■ **Problem requirements**
Restrict the output to the lines below starting at the one that contains "ring mcp: (59, 117)" and ending at the one that contains "thumb cmc: (141, 155)", and restate them word for word, both ends included.

[Data excerpts]
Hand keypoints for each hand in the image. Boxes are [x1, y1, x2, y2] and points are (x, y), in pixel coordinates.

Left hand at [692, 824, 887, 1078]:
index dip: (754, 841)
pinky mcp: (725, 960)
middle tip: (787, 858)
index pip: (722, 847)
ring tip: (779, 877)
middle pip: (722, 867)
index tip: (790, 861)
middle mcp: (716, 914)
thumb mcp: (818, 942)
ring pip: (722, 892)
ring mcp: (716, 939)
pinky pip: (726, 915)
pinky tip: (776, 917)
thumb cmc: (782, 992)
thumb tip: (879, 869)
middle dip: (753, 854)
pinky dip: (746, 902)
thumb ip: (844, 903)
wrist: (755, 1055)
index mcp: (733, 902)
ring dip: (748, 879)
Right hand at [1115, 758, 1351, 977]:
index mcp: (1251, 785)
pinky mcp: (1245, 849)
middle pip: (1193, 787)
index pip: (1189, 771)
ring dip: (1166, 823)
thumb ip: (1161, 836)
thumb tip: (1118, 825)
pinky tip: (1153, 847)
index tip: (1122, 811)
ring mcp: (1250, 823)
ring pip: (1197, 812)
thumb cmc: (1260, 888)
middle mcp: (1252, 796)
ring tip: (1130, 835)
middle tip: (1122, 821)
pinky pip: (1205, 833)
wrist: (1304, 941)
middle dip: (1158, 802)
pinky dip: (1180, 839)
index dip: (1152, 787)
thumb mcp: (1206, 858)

---

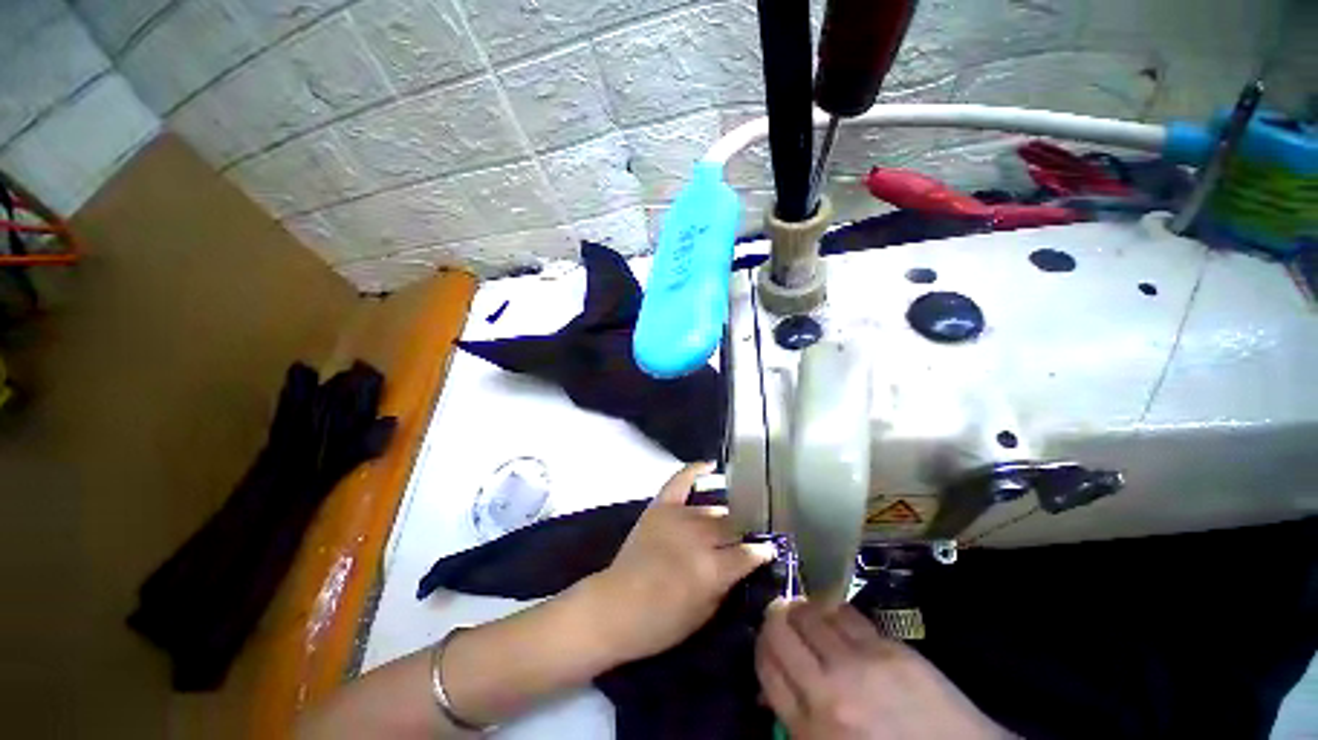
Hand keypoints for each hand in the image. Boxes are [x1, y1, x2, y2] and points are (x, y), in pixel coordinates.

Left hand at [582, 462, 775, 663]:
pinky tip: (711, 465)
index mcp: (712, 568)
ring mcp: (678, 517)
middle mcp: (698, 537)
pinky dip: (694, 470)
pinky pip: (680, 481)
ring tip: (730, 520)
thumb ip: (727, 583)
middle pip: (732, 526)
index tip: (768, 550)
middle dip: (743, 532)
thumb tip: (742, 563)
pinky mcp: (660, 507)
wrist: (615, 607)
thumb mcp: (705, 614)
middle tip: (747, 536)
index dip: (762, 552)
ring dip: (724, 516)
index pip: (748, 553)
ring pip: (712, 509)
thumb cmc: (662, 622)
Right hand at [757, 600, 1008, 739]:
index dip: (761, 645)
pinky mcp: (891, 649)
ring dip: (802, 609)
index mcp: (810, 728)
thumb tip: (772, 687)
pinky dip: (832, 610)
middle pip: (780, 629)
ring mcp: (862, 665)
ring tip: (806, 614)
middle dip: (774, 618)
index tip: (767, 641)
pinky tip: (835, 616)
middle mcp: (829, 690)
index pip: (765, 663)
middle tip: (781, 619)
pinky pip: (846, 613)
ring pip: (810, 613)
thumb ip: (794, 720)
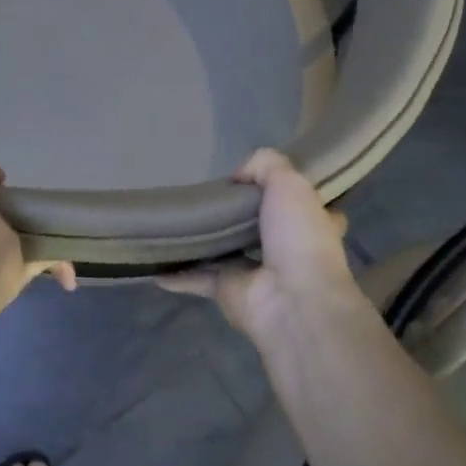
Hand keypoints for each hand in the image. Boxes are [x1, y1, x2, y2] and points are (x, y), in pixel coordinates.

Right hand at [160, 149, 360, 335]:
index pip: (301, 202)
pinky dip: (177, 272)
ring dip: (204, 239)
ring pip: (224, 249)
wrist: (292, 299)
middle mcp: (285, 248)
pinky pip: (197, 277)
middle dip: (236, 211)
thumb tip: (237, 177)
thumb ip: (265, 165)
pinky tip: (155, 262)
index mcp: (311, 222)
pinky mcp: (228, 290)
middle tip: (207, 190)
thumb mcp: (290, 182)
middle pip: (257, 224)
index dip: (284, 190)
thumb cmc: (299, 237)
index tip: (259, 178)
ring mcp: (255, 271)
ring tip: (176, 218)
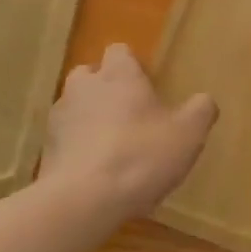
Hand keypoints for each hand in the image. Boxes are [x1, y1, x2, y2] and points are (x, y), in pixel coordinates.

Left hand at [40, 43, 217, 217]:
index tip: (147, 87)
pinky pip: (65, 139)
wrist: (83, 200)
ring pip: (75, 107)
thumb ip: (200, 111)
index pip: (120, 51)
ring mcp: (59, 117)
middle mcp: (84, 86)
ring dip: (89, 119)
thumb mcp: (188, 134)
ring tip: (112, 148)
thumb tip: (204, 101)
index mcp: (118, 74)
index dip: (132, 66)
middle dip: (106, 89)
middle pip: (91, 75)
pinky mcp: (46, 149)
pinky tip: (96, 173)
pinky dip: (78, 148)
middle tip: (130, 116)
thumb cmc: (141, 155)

==

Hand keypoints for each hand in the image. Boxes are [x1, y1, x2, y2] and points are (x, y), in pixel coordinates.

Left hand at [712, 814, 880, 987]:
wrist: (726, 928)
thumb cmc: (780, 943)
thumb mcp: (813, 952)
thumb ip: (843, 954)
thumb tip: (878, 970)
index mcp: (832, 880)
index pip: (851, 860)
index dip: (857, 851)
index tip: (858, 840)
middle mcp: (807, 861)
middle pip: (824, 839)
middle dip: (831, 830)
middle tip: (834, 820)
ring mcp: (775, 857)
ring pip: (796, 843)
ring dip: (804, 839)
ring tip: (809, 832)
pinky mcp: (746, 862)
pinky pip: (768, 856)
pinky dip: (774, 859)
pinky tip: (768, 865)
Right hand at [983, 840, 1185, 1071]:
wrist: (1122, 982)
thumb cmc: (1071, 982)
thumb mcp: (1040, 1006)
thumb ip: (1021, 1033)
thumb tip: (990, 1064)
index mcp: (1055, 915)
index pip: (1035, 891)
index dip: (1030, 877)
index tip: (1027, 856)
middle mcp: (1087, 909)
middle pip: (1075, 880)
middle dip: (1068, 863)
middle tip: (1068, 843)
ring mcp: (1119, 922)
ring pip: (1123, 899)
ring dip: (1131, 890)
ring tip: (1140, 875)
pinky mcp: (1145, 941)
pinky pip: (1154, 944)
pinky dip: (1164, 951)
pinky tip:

■ **Output for this exercise**
ring mcp: (59, 117)
middle mcp: (84, 86)
ring dip: (89, 119)
thumb mcp: (188, 134)
ring tip: (112, 148)
thumb tip: (204, 101)
index mcp: (118, 74)
index dip: (132, 66)
middle dip: (106, 89)
middle pip: (91, 75)
pinky mcp: (46, 149)
pinky tip: (96, 173)
pinky dip: (78, 148)
middle tip: (130, 116)
thumb cmc: (141, 155)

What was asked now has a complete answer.